# [EXERCISE]
Your result will be the set of lines with "nodes", copied from the material below.

┄┄┄┄┄┄┄┄┄┄

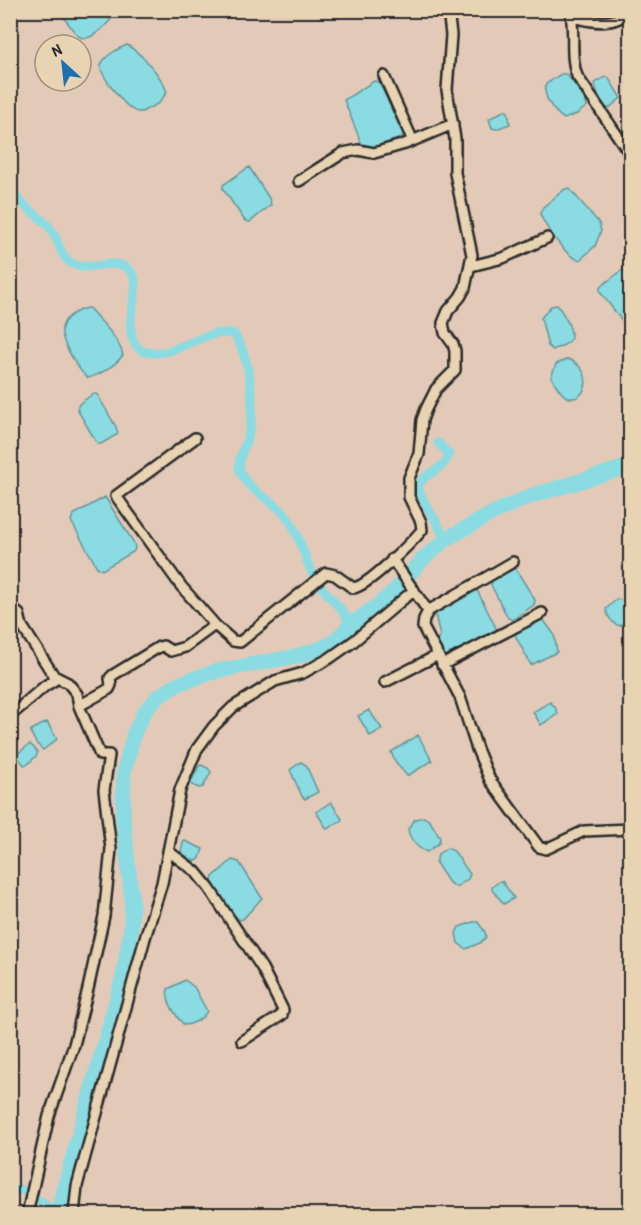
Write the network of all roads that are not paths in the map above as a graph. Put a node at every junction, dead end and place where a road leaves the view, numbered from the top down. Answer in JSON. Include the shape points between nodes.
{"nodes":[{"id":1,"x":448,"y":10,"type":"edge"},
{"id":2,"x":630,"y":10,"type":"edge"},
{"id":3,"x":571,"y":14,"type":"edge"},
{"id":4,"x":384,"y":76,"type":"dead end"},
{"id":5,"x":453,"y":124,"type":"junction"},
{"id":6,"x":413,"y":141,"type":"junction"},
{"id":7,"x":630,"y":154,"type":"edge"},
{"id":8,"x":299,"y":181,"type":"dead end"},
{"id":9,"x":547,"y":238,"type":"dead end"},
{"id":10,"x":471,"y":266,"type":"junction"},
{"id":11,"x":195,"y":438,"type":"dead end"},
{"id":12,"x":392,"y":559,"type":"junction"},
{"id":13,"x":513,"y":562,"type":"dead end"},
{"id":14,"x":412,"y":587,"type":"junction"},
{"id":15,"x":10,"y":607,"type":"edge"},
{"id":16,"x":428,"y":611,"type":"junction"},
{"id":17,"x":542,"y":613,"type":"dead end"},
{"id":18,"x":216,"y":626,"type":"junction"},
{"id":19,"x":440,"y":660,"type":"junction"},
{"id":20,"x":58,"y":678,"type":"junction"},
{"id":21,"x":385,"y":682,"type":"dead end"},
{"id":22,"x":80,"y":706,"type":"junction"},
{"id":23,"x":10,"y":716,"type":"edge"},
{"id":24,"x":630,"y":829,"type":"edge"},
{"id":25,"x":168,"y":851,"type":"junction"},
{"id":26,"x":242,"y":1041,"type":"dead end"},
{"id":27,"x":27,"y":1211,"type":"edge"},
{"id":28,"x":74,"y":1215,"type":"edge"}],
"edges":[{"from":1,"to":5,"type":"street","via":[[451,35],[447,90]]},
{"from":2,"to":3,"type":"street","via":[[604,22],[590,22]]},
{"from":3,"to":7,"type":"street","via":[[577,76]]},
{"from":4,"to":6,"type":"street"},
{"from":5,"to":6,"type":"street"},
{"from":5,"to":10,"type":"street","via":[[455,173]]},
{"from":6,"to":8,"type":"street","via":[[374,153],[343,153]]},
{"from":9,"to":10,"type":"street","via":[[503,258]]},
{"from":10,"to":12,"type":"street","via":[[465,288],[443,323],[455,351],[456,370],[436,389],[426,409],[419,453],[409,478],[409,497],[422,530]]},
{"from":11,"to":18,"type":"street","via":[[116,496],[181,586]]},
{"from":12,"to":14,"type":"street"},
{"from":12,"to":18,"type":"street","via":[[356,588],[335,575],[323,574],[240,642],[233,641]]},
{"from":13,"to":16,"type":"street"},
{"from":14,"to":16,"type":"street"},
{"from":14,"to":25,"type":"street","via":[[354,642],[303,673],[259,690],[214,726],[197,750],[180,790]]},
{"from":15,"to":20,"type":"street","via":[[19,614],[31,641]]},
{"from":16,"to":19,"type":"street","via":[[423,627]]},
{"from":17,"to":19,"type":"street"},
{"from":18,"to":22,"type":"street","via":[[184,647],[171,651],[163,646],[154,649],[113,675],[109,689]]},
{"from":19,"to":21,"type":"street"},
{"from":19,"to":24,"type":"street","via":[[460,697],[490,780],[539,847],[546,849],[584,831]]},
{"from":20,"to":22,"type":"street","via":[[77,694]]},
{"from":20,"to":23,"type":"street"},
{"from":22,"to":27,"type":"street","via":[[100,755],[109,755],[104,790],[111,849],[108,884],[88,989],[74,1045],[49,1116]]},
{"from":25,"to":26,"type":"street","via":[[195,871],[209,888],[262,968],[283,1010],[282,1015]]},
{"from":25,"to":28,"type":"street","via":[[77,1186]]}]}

┄┄┄┄┄┄┄┄┄┄

# [RESPONSE TO THIS EXERCISE]
Write the network of all roads that are not paths in the map above as a graph. Put a node at every junction, dead end and place where a road leaves the view, numbered from the top down. Answer in JSON. Include the shape points between nodes.
{"nodes":[{"id":1,"x":448,"y":10,"type":"edge"},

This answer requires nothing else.